Но мне, мальчишке, они все же казались почти пожилыми.

– Вы извините, товарищи, что мы в таком виде,- сказал Голодный.- Дело в том, что мы очень торопимся, а в парикмахерской очередь. Мы сейчас отправляемся выступать в артиллерийскую школу. Но к вам мы, конечно, тоже приедем.

– Что нам еще остается,- присоединился Светлов, растирая лицо одеколоном.- Как мы можем вам отказать? Особенно если вас прислал Коля Коробков! Он, кстати, мне уже звонил. Мы с ним уточним время.

Мы поблагодарили, попрощались и вышли.

– Ну вот,- сказал я дяде Феде,- все в порядке.

Кто был прав?

– Еще послушаем, что они про наши вирши скажут,- ответил старый скептик.

Между прочим, он тоже был не стар. Лет тридцать пять ему стукнуло, не больше. А мы называли его «дядей». Но он не обижался, принимал как должное.

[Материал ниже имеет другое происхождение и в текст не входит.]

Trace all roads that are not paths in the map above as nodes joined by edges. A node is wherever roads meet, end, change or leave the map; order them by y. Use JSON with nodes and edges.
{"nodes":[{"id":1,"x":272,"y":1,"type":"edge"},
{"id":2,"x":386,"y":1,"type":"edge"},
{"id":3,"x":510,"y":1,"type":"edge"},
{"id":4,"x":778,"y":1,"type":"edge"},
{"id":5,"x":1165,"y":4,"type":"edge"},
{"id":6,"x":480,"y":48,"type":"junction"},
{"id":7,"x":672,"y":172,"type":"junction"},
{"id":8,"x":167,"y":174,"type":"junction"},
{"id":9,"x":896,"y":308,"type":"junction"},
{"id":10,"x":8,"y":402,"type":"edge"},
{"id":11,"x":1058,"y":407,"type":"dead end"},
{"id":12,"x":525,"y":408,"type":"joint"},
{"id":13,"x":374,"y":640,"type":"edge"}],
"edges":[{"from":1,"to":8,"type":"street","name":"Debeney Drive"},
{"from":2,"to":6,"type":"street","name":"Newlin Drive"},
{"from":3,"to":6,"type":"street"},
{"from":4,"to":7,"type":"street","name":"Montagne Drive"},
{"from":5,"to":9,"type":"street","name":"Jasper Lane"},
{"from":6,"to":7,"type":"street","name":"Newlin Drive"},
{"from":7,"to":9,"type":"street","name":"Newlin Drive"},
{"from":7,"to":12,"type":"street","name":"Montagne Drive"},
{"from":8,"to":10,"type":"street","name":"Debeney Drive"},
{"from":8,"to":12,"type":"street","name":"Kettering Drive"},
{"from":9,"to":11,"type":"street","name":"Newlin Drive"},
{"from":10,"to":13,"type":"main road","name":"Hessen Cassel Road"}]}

И вот поэты действительно пришли в редакцию, на улицу Ленина, 19, и сидели среди нас в просторной комнате. Мы по кругу читали стихи, а они слушали.

Светлов все время курил, втягивая и без того впалые щеки, что-то рисовал на листке бумаги, иногда перешептывался с Коробковым.

Голодный спокойно и внимательно глядел на читавшего, чуть покачиваясь на стуле в ритм стихам. Иногда оборачивался к распахнутому окну. Там виден был нарядный фасад оперного театра, пышный сквер. Трамвай, высекая искры дугой, шел по Владимирской улице в сторону Золотых Ворот.

Чтение кончилось. Теперь говорили именитые гости, а слушали мы.

Голодный был немногословен. Он сказал, что главное не формальные ухищрения, а искренность, что поэзия не терпит равнодушных, разобрал некоторые стихи, сделал несколько построчных замечаний. Рассуждения его были точны и доброжелательны. А главное, все говорилось очень скромно, просто, без претензий, никакого менторства. Словно свое мнение высказывал не столичный, широко известный поэт, а такой же, как и мы, член литературного объединения.

Иные из нас на рядовых занятиях были в своих утверждениях куда более категоричны.

Так как о моих стихах Голодный не сказал ничего – ни хорошего, ни дурного,- я записал в приготовленную тетрадь лишь общий смысл его высказываний.